Parallel Batch Conversion (GIL released)
html_to_markdown_many releases the GIL and uses rayon for parallel conversion:
import mdka
pages = ["<h1>A</h1>", "<p>B</p>", "<ul><li>C</li></ul>"]
results = mdka.html_to_markdown_many(pages)
# ['# A\n', 'B\n', '- C\n']
This is faster than calling html_to_markdown in a Python loop for large batches.
Single File Conversion
import mdka
# Output to same directory: page.html → page.md
result = mdka.html_file_to_markdown("page.html")
print(f"{result.src} → {result.dest}")
# Output to a specific directory
result = mdka.html_file_to_markdown("page.html", "out/")
# With options
result = mdka.html_file_to_markdown(
"page.html",
"out/",
mode=mdka.ConversionMode.Minimal,
drop_interactive_shell=True,
)
Bulk File Conversion
import mdka
files = ["a.html", "b.html", "c.html"]
results = mdka.html_files_to_markdown(files, "out/")
for r in results:
if r.ok:
print(f"{r.src} → {r.dest}")
else:
print(f"Error: {r.src}: {r.error}")
Error Handling
import mdka
try:
result = mdka.html_file_to_markdown("missing.html")
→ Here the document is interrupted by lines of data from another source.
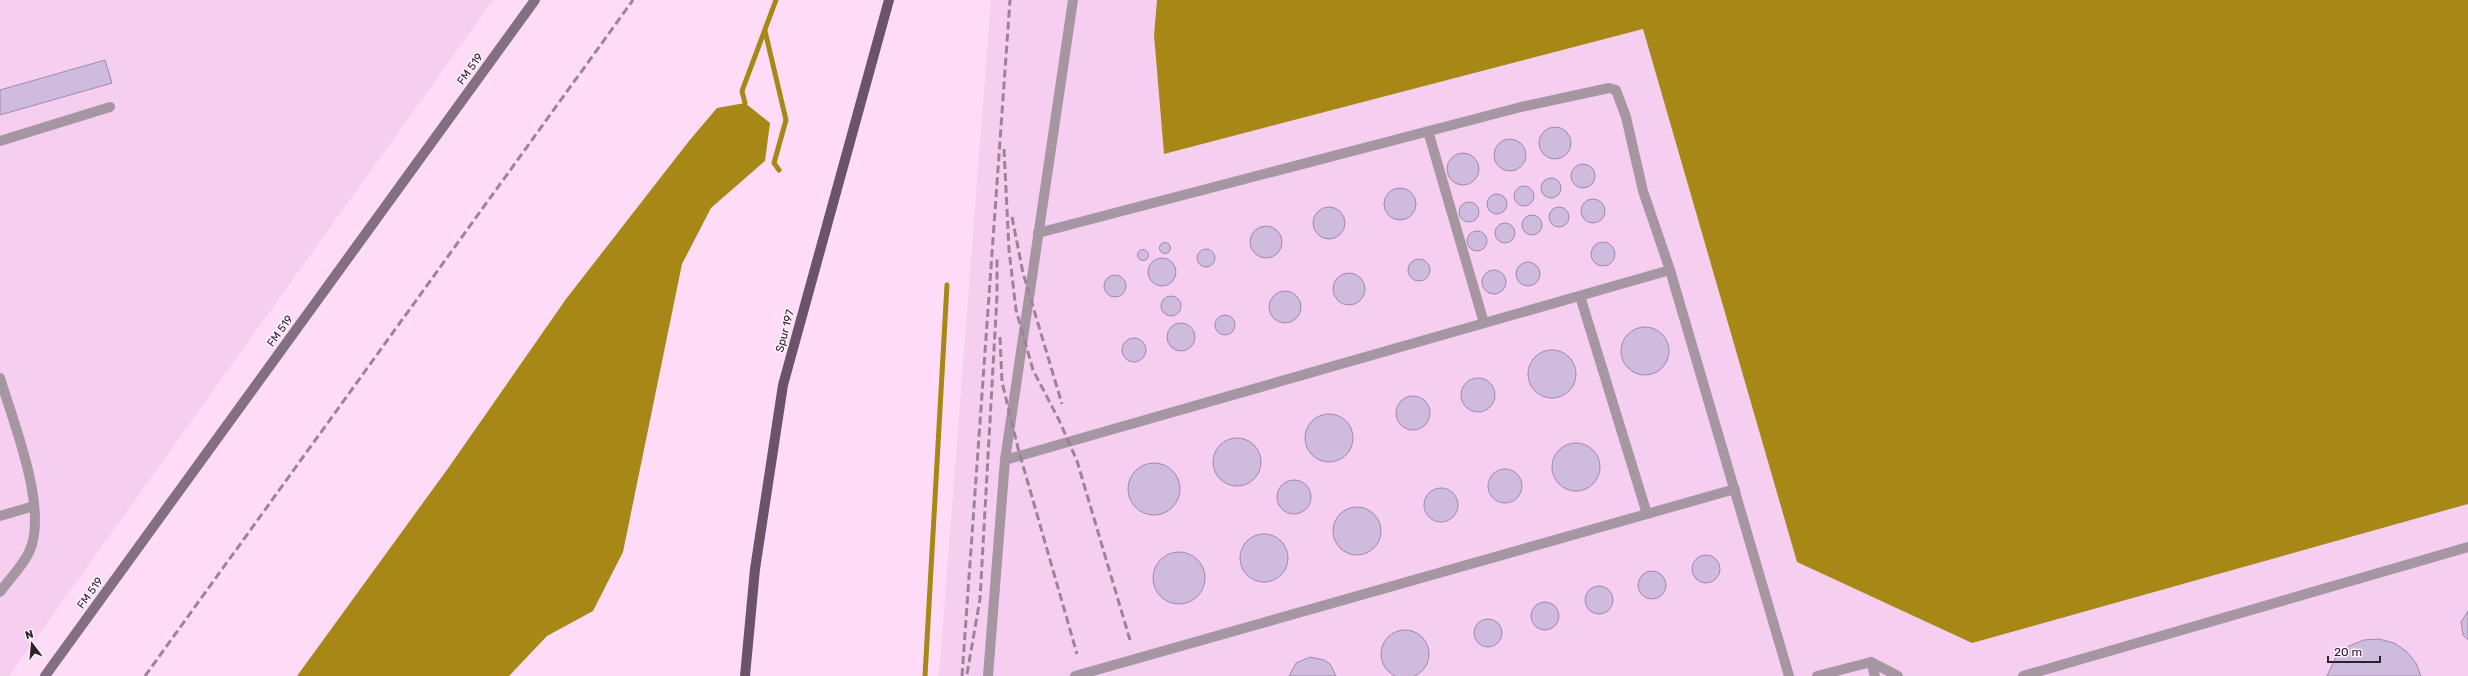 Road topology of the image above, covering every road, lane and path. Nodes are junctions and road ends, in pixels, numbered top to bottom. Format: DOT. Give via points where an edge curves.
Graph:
graph roads {
  1 [pos="535,0"];
  2 [pos="889,0"];
  3 [pos="1073,0"];
  4 [pos="110,107"];
  5 [pos="1428,131"];
  6 [pos="0,141"];
  7 [pos="1038,233"];
  8 [pos="1670,270"];
  9 [pos="1580,296"];
  10 [pos="1484,323"];
  11 [pos="0,378"];
  12 [pos="1005,460"];
  13 [pos="1735,489"];
  14 [pos="34,506"];
  15 [pos="1646,514"];
  16 [pos="0,516"];
  17 [pos="2468,547"];
  18 [pos="0,592"];
  19 [pos="1871,662"];
  20 [pos="45,676"];
  21 [pos="745,676"];
  22 [pos="988,676"];
  23 [pos="1075,676"];
  24 [pos="1789,676"];
  25 [pos="1817,676"];
  26 [pos="1875,676"];
  27 [pos="1898,676"];
  28 [pos="2023,676"];
  1 -- 20 [label="main road, FM 519 / FM 519"];
  2 -- 21 [label="main road, Spur 197" via="783,385 755,569"];
  3 -- 7 [label="lane"];
  4 -- 6 [label="lane"];
  5 -- 7 [label="lane"];
  5 -- 8 [label="lane" via="1609,88 1616,90 1626,117 1643,191"];
  5 -- 10 [label="lane"];
  7 -- 12 [label="lane"];
  8 -- 9 [label="lane"];
  8 -- 13 [label="lane"];
  9 -- 10 [label="lane"];
  9 -- 15 [label="lane"];
  10 -- 12 [label="lane"];
  11 -- 14 [label="lane" via="34,494"];
  12 -- 22 [label="lane"];
  13 -- 15 [label="lane"];
  13 -- 24 [label="lane"];
  14 -- 16 [label="lane"];
  14 -- 18 [label="lane" via="35,533 30,551"];
  15 -- 23 [label="lane"];
  17 -- 28 [label="lane"];
  19 -- 25 [label="lane"];
  19 -- 26 [label="lane"];
  19 -- 27 [label="lane"];
} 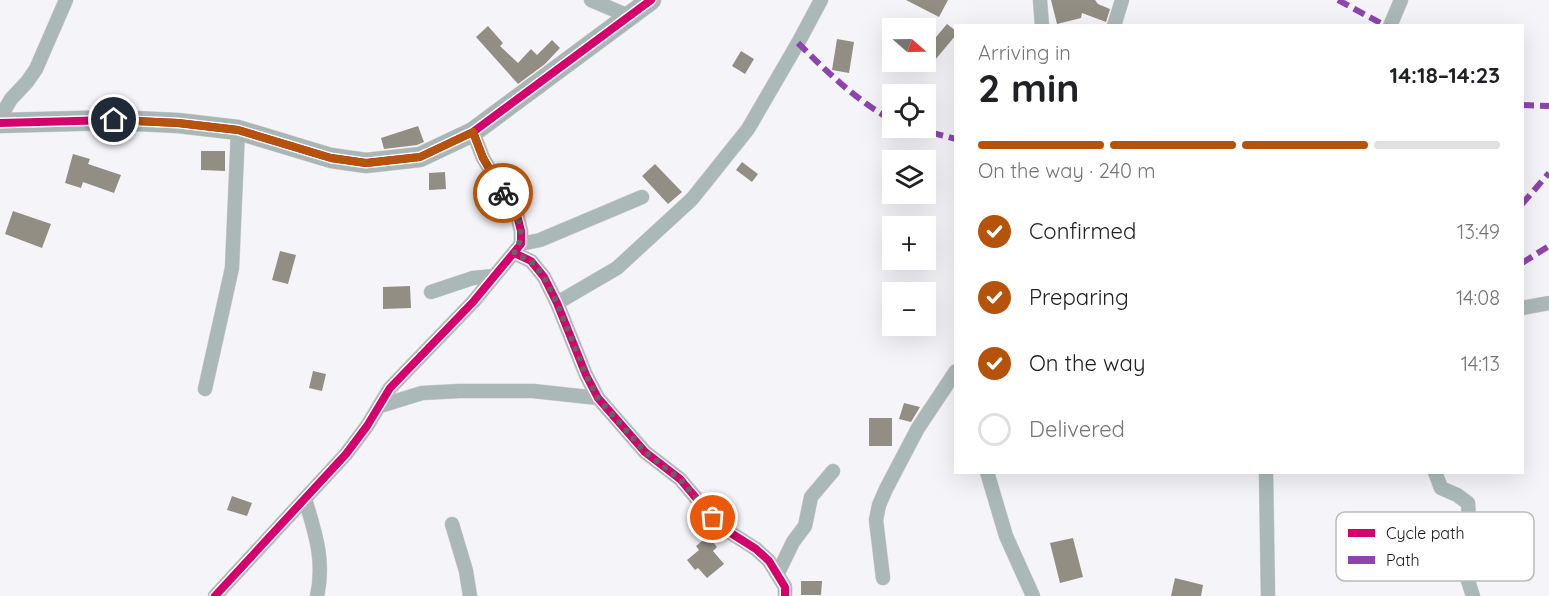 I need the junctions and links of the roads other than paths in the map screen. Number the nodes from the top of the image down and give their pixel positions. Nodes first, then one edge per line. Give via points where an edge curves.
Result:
1 (66, 0) edge
2 (591, 0) edge
3 (651, 0) edge
4 (821, 0) edge
5 (1040, 0) edge
6 (1122, 0) edge
7 (1401, 0) edge
8 (631, 17) junction
9 (1042, 24) edge
10 (1115, 24) edge
11 (1391, 24) edge
12 (0, 118) edge
13 (0, 123) edge
14 (238, 130) junction
15 (473, 132) junction
16 (642, 197) dead end
17 (518, 248) junction
18 (494, 276) junction
19 (431, 292) dead end
20 (557, 303) junction
21 (1549, 303) edge
22 (1524, 308) edge
23 (954, 374) edge
24 (205, 389) dead end
25 (598, 398) junction
26 (380, 406) junction
27 (833, 471) dead end
28 (988, 474) edge
29 (1266, 474) edge
30 (1437, 474) edge
31 (305, 499) junction
32 (1469, 512) edge
33 (452, 524) dead end
34 (778, 573) junction
35 (883, 578) dead end
36 (1468, 581) edge
37 (215, 596) edge
38 (317, 596) edge
39 (470, 596) edge
40 (785, 596) edge
41 (1033, 596) edge
42 (1268, 596) edge
43 (1473, 596) edge

1 - 12 street via 36,69
2 - 8 street
3 - 8 street
4 - 20 street via 748,129 692,199 617,268
5 - 9 street
6 - 10 street
7 - 11 street
8 - 15 street
13 - 14 street via 114,120
14 - 15 street via 331,158 366,163 420,157
14 - 24 street via 232,268
15 - 17 street via 495,180 517,215 521,231
16 - 17 street
17 - 18 street
17 - 20 street via 538,268
18 - 19 street via 473,278
18 - 26 street via 390,388
20 - 25 street
21 - 22 street
23 - 35 street via 918,428 879,505 876,520
25 - 26 street via 533,391 460,391 422,393
25 - 34 street via 645,452 680,479 713,518 756,549
26 - 31 street via 346,454
27 - 34 street via 811,497 805,526
28 - 41 street via 1006,536
29 - 42 street
30 - 32 street via 1441,488 1468,503
31 - 37 street
31 - 38 street via 319,543 321,579
33 - 39 street
34 - 40 street
36 - 43 street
except mdka.MdkaError as e:
print(f"Conversion failed: {e}")
MdkaError is raised for IO errors (file not found, permission denied, etc.).
html_to_markdown and html_to_markdown_with are always safe to call — they
never raise exceptions regardless of input quality.
Type Annotations
mdka ships with a py.typed marker (PEP 561). All public symbols are annotated:
from mdka import (
html_to_markdown, # (html: str) -> str
html_to_markdown_with, # (html: str, mode=..., **flags) -> str
html_to_markdown_many, # (html_list: list[str]) -> list[str]
html_file_to_markdown, # (path, out_dir=None, ...) -> ConvertResult
html_files_to_markdown, # (paths, out_dir, ...) -> list[BulkConvertResult]
ConversionMode, # enum
ConvertResult, # dataclass: src, dest (str)
BulkConvertResult, # dataclass: src, dest?, error?, ok
MdkaError, # exception
)